@Toby To continue the discussion from Gitter...
The idea was that the JS front-end would receive the translations with the forum. or lib. prefix stripped.
Okay, so I was understanding you correctly the first time. ?
I thought this might be a good thing to do since translations outside of the forum/lib scopes aren't available to the front-end anyway – so why bother referencing the scope explicitly?
Primarily because the translation could be under either forum or lib, so we need that information to tell us where to look for it. If all the translations for the front end were together under forum then sure, there'd be no need to include the scope in the code.
There are two problems with this idea, as you've pointed out:
If a translation is defined in both the lib and forum scopes (eg. lib.hello_world and forum.hello_world), then the forum one will override the lib one.
However, maybe this is actually desirable! The use-case is a bit contrived, but if one of the lib/*.js functions references lib.hello_world for example, then you want to use a different translation for that in the forum front-end but not the admin front-end, you can. It just requires a slight shift in the way you think about the lib, forum, and admin scopes – they are all really the same scope, just with different availabilities depending on which front-end is being used.
Yes, this would be quite a shift in the way we think about these prefixes. Up until now, I've been thinking of them as distinctive; that is, I've been assuming that the info we're calling "scope" is sufficient to distinguish one translation from another. (See my response to the first quote, above.)
There may never be any need to create a forum variant of a lib translation (so any use case is bound to be very farfetched, as you say), but it would be an interesting little trick to leave open for someone who wants to exploit it. And given that lib is just a pool of translations that may be used in either UI (forum or admin), it does make some sense to omit that information in the code, as you say.
- It could be confusing to have defined the translations within their scopes in the YAML file, but then to access them without that scope (only on the front-end). However, I think if we document it clearly it shouldn't be a problem.
It will certainly take a bit of work to explain this so devs and localizers will be able to wrap their minds around it easily. But I think that's a hurdle we can overcome without too much fuss.
The real problem lies in practicality. Up till now, since we've been treating the scope as distinctive and alphabetizing the keys within each scope, it's been fairly easy to be certain that we're not accidentally creating a duplicate key.
When we omit the scope from the code, however, it opens up the possibility that a dev might accidentally create a key in forum or admin that duplicates a key in lib. While such duplication might be desirable in some farfetched use cases, as you say, the potential for doing this unknowingly could make troubleshooting a bit harder. Basically, every key added to forum or admin will need to be checked against lib, and every key added to lib should be checked against both forum and admin, to avoid conflicts.
I don't think we've created any such conflicts yet. (A key reference in one of the lib translations would be a clear hint that we had done so!) And the lib section is small enough that we may not need to worry about it too much. But it is not inconceivable that this could cause someone unnecessary bother down the road.
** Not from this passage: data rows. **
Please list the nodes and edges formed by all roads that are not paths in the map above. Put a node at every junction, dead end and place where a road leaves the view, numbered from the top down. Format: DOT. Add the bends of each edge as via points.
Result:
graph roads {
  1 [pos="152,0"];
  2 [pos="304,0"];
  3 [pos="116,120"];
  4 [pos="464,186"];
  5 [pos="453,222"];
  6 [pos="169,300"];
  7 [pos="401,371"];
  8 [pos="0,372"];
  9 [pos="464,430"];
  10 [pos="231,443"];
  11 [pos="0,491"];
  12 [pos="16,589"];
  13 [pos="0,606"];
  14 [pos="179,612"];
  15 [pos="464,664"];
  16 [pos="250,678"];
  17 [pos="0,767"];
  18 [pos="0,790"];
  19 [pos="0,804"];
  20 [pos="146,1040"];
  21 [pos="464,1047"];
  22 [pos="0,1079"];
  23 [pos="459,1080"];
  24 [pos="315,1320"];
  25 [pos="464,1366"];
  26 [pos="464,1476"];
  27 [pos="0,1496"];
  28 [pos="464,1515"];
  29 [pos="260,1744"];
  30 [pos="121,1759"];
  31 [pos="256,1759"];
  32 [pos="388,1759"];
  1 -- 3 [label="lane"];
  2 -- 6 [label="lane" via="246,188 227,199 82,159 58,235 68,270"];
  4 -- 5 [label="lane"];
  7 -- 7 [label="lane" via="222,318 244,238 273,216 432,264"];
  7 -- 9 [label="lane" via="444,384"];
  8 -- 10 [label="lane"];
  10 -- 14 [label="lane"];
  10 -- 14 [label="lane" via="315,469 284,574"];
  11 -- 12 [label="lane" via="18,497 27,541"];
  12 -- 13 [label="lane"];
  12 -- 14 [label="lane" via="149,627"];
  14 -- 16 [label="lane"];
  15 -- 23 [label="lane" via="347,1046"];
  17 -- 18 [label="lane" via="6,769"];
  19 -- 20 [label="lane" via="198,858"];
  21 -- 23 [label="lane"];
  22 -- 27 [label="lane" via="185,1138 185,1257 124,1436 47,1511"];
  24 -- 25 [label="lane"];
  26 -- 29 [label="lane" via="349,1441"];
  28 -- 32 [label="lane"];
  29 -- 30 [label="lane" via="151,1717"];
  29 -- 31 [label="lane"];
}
Nonetheless, it might be worth doing. Let me make sure I'm understanding this correctly:
Using keys in code:
- The scope should be omitted when using keys in files in the
forum and admin directories.
- The scope should be explicit when using keys in files in the
lib directory. Or can we omit it here too?
- How about
views and email and api? All explicit?
How the compiler works:
- When compiling for the admin page, it combines
admin and lib translations (admin has right of way).
- When compiling for the forum page, it combines
forum and lib translations (forum has right of way).
Basically, we only have to be concerned about overlap between lib and either admin or forum. There's no chance, for example, that a forum translation could conflict with an admin translation. Have I got that right?